La nostra abitazione era a un centinaio di scalini dal rifugio. Papà vi tornava, con un amico fidato, Ulisse Ferrara (la moglie, Mafalda, era cugina di mia madre), a orari fissi. A volte, cedendo ai miei capricci, mi portava con sé. Innanzitutto, chiudeva a chiave la porta, le imposte delle finestre, facendo in modo che non trapelasse fuori un filo di luce.

Dopo di che accendeva la radio, una Magnadyne acquistata con molti sacrifici, e la sintonizzava prima sul giornale radio, poi su Radio Londra. Ne veniva fuori una situazione paradossale: da una parte si affermava che le nostre truppe avevano resistito agli attacchi alleati; dall'altra parte, con dovizia di particolari, si diceva che avevamo subito una terribile sconfitta, con grave perdita di uomini e mezzi. Papà mi spiegava che stavamo sull'orlo della disfatta, raccomandandomi di non farne parola con nessuno. Era proibito ascoltare la radio nemica, si rischiava di finire in galera.

Quando fu sganciata una bomba sulla cartiera Confalone, nella Ferriera, ne avvertimmo il fragore intenso. Non ci furono vittime, per fortuna. Stessa cosa quando le bombe caddero sulla piazza Flavio Gioia [tra il 17 e 18 luglio 1943], causando undici morti¹ e diversi feriti.

© Sigismondo Nastri (da: Taccuino di un ottuagenario)

¹ Questo l'elenco delle vittime: Andrea Abbagnara, tipografo, 29 anni; Giuseppe Amatruda, 16 anni; Carmela Benissimo coniugata Cassone, nota commerciante tessuti, 64 anni; Giuseppe Culicchi, sergente di fanteria, 32 anni; Antonietta Fiorenza, studentessa universitaria, 20 anni, e il fratello Francesco, studente, 16 anni; Pasquale Lenco, carabiniere, 21 anni; Vincenzo Marra,militare, 45 anni; Antonio Russo, militare, 33 anni; Alberto Giovanni Smiraglia, elettricista, 20 anni; Gennaro Tatillo, militare, 43 anni.

L'OPERAZIONE "AVALANCHE":

LA CONQUISTA DEL VALICO DI CHIUNZI NEL RICORDO DEI RANGERS

L'8 settembre 1993, mezzo secolo dopo lo sbarco degli alleati a Maiori, una rappresentanza dei Rangers [nella foto, al centro, Karl Lehmann e il sindaco Armando Imperato] tornò a "La violetta", oggi rinomato ristorante, per rievocare uno dei momenti più drammatici della guerra.

Conquistato il valico di Chiunzi, dopo lo sbarco a Maiori del 9 settembre 1943, il capitano Emil 'Doc' Schuster vi aveva improvvisato un ospedale da campo, in un fabbricato trasformato poi in pizzeria (La violetta), per assistere e curare i feriti. Un comportamento eroico, il suo: gli era stato recapitato l'ordine di spostarsi in un luogo più sicuro, ma rifiutò.
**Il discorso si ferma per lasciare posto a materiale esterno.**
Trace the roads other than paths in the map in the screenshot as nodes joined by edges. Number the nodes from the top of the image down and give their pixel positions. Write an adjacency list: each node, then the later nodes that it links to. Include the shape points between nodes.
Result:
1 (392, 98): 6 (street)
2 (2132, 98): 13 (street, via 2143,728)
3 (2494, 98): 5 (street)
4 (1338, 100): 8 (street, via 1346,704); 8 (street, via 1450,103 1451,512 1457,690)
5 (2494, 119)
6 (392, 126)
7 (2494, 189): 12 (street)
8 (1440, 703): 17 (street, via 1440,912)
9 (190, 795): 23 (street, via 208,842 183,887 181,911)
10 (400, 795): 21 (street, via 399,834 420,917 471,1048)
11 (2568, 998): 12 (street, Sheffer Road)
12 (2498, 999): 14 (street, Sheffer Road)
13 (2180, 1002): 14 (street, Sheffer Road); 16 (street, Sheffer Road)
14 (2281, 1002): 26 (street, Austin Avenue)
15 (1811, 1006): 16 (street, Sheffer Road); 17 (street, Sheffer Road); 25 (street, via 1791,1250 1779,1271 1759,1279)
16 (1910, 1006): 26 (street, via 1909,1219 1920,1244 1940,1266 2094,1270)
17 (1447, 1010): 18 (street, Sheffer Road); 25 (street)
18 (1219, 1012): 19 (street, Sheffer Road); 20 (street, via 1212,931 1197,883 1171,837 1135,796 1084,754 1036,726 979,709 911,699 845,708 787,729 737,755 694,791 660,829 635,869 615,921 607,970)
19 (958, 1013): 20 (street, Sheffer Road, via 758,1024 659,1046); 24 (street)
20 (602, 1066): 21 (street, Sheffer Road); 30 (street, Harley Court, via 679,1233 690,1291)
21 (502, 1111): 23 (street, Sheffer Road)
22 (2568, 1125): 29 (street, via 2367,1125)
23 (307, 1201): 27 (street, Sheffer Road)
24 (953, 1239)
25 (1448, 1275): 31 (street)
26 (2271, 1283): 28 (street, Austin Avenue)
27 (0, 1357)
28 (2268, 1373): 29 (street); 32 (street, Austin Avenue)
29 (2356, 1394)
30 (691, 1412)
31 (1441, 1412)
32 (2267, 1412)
Per celebrare il cinquantenario di quelle vicende, consegnate alla storia, fu addirittura preparata una torta che ricostruiva - in miniatura e in modo assolutamente... dolce -

lo scenario apocalittico dell'epoca: paesaggio, accampamento, fortificazioni, uomini in armi. Il colonnello Herman Dammer, il capitano R. Noli Dyl, il sergente Carlo Harrison Lehmann ne rievocarono, con commozione, fatti e personaggi. Dyl rivendicò un merito: fu lui a catturare il primo tedesco, dopo aver messo piede a Maiori. « Lo sbarco non fu una passeggiata - confessò il colonnello Dammer -. Ci trovammo di fronte una forza non indifferente. » E aggiunse che « proprio sul Chiunzi si crearono le premesse per la vittoria nella disperata battaglia di Salerno. »

© Sigismondo Nastri

 

L'OPERAZIONE "AVALANCHE" :

QUANDO UOMINI E ARMI INVASERO MAIORI E IL VALICO DI CHIUNZI

Lo sbarco delle truppe anglo-americane, a Maiori, avvenne alle prime luci dell'alba, il 9 settembre 1943, preceduto, alle due di notte, dal lancio di paracadutisti. All'improvviso lo specchio d'acqua antistante la spiaggia fu invaso da una moltitudine di mezzi anfibi, che trasportavano a riva uomini e armi. Dalle navi, intanto, venivano sparati, a intervalli regolari, possenti colpi di cannone verso il valico di Chiunzi, dove erano le postazioni tedesche. Non si verificarono incidenti con la popolazione. L'unico che rischiò di rimetterci la vita fu Luigi Della Pietra, detto "Gigino 'e cacariello". Se ne stava a dormire, come d'abitudine, in spiaggia, a ridosso di una barca. Svegliato di soprassalto, e terrorizzato dalla scena che gli si parava dinanzi, scappò. Fu rincorso e ferito dai soldati americani.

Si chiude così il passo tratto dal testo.